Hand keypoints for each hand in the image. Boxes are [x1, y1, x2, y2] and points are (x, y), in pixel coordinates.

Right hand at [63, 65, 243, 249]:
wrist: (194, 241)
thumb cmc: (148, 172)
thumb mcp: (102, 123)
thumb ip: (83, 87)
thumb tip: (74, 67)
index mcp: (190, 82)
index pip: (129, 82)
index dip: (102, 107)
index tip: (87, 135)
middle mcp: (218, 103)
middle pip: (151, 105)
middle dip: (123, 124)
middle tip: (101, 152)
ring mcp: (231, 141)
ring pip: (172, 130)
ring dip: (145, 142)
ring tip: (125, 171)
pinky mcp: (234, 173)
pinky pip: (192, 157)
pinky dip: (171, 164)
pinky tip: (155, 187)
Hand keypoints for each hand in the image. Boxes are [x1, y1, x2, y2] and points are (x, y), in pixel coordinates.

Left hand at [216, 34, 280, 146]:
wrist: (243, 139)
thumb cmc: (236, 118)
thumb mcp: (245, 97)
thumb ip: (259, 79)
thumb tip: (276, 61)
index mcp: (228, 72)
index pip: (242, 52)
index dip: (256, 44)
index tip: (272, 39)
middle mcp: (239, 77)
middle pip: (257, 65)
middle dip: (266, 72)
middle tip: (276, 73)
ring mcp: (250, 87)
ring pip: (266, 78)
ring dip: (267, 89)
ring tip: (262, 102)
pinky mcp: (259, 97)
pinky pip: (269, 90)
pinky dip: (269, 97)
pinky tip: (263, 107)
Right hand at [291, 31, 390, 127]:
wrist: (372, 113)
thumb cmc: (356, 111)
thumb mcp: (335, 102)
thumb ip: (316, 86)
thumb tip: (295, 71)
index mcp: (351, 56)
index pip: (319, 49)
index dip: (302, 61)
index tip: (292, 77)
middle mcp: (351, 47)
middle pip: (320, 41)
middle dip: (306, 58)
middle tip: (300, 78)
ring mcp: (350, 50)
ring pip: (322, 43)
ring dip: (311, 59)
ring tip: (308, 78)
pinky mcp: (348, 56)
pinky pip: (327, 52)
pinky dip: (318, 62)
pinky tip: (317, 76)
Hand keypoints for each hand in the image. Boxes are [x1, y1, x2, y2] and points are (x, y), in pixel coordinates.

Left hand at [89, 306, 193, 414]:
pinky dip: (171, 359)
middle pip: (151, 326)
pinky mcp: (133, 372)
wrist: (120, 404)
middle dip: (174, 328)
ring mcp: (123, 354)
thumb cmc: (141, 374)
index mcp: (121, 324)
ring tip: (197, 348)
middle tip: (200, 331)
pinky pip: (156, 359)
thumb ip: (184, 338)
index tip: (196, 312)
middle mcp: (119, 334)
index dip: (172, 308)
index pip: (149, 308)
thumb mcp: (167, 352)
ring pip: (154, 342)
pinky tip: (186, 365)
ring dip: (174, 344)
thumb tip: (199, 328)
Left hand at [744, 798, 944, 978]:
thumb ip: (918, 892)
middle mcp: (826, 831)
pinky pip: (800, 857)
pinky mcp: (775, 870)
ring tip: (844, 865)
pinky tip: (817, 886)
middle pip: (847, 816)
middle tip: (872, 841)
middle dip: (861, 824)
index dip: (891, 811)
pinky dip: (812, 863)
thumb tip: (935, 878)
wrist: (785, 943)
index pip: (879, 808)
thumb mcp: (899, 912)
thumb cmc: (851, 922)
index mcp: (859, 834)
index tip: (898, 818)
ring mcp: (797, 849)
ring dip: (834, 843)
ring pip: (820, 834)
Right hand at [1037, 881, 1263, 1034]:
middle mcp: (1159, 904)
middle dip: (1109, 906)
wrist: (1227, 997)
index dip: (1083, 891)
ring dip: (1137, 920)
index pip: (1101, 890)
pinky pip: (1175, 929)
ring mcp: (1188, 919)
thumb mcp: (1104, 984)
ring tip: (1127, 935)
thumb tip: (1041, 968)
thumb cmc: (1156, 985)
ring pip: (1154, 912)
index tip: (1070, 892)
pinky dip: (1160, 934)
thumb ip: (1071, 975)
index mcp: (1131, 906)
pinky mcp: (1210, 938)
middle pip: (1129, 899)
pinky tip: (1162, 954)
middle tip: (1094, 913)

--------

TASK
With the line containing "ring pip: (1154, 912)" as the start and the last line of the material above as the end, copy that run of lines exactly, both ends included, and nothing more.

YOUR RESPONSE
ring pip: (1154, 912)
index tip: (1070, 892)
pinky dip: (1160, 934)
thumb ip: (1071, 975)
index mcp: (1131, 906)
pinky mcp: (1210, 938)
middle pip: (1129, 899)
pinky tip: (1162, 954)
middle tip: (1094, 913)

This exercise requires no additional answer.